The big idea: In April, the company introduced the Lilly Insulin Value Program $35 copay card to help people struggling financially—and while Lilly introduced it as a COVID-19 relief initiative, the company quickly decided to make it an ongoing program. In addition, starting January 2021, people enrolled in participating Medicare Part D plans will be able to access their Lilly insulin for no more than $35 per monthly prescription as part of the Senior Savings Model.

As a result, everyone—whether they have commercial insurance, Medicare Part D or no insurance at all—can opt in to receive their Lilly insulin for $35 per monthly prescription. For those who received the copay card in 2020, they simply need to re-enroll in the program in January 2021. For seniors, it’s important they enroll in a participating Medicare Part D plan during open enrollment (Oct. 15 – Dec. 7, 2020) to ensure they are eligible for this benefit.

A long record of affordability measures: Lilly has always been committed to making sure people get the insulin they need. In 2018, it unveiled the Lilly Diabetes Solution Center—a call center open Monday through Friday from 8:00 a.m. to 8:00 p.m. ET, with live operators fielding questions about insulin affordability and finding solutions for people who don’t know where to turn. The company has been able to drop pharmacy prices for some insulin users and has donated 100,000 insulin KwikPens® to nonprofits. And it is committed to solving even the largest challenges.

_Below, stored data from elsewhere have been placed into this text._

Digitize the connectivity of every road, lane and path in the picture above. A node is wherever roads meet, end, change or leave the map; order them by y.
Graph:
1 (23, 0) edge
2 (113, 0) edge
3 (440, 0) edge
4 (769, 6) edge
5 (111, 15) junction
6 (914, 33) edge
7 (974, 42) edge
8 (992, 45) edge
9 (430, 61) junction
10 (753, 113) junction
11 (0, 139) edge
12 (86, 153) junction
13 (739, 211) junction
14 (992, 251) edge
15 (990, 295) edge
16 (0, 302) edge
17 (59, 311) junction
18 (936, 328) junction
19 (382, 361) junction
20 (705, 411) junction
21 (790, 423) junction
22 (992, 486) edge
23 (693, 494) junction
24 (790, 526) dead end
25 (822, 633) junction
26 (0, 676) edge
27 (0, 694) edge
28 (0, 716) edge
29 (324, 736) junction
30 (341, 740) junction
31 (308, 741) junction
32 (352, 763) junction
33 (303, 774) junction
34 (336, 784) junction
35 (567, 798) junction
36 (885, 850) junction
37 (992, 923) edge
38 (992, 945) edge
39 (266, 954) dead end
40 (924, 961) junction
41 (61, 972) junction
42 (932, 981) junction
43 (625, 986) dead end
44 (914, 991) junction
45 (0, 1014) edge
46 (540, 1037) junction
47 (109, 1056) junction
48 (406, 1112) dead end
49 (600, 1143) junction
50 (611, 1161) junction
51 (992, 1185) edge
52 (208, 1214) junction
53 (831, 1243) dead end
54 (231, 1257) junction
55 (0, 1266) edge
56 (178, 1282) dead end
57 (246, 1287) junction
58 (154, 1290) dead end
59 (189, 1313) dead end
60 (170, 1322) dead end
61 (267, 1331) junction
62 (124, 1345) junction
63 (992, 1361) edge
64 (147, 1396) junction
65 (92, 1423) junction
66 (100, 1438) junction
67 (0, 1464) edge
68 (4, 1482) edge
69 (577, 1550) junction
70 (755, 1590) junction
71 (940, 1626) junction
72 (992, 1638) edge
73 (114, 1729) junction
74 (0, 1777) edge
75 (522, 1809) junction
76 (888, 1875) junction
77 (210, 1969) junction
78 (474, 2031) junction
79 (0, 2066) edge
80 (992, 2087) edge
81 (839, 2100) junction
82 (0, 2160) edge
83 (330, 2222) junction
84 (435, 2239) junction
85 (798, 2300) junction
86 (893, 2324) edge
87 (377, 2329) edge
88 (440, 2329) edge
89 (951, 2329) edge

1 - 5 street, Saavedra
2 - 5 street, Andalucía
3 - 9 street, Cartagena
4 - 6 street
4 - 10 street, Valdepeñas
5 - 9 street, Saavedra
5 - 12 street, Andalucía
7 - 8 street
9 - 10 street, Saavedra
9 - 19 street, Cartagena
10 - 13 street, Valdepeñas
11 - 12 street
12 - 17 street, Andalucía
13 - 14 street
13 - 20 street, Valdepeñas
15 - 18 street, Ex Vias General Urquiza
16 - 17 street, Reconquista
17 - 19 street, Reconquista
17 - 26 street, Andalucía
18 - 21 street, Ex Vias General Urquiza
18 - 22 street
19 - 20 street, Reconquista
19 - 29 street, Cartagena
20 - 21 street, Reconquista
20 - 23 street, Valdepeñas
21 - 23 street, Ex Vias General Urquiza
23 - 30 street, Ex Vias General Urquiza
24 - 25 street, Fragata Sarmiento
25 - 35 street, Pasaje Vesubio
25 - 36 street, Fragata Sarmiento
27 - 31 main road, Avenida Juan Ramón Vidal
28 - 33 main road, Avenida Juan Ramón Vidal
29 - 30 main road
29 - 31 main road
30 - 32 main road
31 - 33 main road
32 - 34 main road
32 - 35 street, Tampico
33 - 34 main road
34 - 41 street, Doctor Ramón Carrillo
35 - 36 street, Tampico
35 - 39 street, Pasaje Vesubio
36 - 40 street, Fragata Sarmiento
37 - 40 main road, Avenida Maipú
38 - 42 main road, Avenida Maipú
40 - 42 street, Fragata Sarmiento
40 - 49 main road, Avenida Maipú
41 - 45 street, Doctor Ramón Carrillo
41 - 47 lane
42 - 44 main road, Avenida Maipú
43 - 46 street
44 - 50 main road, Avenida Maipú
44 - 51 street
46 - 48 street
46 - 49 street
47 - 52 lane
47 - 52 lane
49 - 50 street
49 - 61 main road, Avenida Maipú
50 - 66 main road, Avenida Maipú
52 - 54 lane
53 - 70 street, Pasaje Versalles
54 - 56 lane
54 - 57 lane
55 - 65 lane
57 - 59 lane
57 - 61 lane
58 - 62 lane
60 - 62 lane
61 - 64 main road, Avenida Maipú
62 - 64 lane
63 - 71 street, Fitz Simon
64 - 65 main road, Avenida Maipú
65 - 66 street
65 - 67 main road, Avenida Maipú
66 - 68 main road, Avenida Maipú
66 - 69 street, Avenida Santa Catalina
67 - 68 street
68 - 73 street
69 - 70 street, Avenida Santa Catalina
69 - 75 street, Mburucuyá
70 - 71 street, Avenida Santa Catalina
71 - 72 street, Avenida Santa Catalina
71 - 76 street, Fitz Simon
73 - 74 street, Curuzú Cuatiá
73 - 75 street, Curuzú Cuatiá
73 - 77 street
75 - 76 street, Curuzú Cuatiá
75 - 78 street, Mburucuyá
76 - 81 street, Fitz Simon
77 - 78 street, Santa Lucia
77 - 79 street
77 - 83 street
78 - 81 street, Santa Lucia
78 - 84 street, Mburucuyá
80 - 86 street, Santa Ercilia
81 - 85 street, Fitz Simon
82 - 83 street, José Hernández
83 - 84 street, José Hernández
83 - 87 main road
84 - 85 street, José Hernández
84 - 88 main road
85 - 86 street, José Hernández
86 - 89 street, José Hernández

“If someone calls and says they’re desperate for insulin and they’re almost out, we’ll find a way to provide them with insulin,” said Lilly Diabetes Communications Senior Advisor Greg Kueterman. “We don’t want people rationing insulin. It’s not good for them, it’s not good for their health, and it’s not good for society.”

A new campaign: To get the message out about Lilly’s new initiative, the company is kicking off a program called “Insulin Affordability: Learn. Act. Share.”—encouraging people to learn about Lilly’s insulin affordability solutions, take action if they need the help and share information with friends and relatives.

The last word: “We want people to know that there’s now a solution out there for everybody,” said Kueterman. “No one needs to pay more than $35 per monthly prescription for their Lilly insulin if they take the right actions.”